Problem:
From the listing below, copy each line where "Ghait" occurs.

-----

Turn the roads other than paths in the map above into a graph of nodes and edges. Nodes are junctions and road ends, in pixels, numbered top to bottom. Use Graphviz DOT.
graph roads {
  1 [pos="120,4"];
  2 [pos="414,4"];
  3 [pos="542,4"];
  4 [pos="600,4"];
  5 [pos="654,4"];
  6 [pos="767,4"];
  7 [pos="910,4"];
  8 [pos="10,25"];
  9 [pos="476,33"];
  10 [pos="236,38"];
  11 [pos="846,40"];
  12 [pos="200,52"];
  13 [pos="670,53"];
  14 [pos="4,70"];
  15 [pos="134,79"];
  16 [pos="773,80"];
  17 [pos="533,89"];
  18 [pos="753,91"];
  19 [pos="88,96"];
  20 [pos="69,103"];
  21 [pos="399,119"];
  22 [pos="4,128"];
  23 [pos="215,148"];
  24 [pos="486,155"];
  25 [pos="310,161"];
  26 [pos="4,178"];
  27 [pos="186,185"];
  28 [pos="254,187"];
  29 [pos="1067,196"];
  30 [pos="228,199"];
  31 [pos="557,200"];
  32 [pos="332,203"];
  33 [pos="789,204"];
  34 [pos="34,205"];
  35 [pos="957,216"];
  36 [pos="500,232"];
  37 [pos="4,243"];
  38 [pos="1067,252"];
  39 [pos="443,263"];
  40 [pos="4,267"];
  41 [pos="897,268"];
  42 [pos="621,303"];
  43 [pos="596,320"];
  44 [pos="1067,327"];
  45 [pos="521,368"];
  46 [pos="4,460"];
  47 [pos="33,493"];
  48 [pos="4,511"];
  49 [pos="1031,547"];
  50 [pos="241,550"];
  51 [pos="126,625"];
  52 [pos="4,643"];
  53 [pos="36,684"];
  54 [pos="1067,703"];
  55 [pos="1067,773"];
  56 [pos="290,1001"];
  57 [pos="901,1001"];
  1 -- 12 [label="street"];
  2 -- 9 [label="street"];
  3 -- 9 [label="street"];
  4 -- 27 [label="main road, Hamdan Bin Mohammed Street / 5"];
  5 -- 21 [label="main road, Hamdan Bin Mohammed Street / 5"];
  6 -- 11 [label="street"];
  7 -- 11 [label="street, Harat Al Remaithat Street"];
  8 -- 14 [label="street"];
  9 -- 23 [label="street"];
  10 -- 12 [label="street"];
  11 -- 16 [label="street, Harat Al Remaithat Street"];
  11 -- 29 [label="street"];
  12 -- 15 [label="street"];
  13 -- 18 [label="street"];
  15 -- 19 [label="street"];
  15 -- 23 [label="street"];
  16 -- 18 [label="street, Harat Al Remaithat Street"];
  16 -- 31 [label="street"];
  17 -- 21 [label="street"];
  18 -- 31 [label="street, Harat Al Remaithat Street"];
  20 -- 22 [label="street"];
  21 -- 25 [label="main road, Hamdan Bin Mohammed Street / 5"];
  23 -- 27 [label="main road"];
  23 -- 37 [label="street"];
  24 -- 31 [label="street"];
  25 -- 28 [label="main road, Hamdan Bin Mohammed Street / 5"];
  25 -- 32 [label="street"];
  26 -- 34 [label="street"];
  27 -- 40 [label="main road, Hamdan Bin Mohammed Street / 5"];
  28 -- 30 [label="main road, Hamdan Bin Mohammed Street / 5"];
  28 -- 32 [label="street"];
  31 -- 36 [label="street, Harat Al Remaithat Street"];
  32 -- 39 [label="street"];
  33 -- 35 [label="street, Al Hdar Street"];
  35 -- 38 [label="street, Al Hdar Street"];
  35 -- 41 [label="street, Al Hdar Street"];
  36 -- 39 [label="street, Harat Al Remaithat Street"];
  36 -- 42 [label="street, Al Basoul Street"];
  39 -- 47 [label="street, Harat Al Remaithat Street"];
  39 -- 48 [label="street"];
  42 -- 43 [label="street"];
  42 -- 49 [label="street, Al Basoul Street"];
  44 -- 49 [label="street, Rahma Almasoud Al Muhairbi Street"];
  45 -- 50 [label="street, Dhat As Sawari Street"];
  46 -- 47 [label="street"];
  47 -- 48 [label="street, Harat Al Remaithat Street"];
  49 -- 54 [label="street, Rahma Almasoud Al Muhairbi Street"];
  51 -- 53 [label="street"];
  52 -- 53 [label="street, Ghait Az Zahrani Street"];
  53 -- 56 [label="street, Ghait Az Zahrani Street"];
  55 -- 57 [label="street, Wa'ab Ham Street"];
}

-----

Response for this exercise:
  52 -- 53 [label="street, Ghait Az Zahrani Street"];
  53 -- 56 [label="street, Ghait Az Zahrani Street"];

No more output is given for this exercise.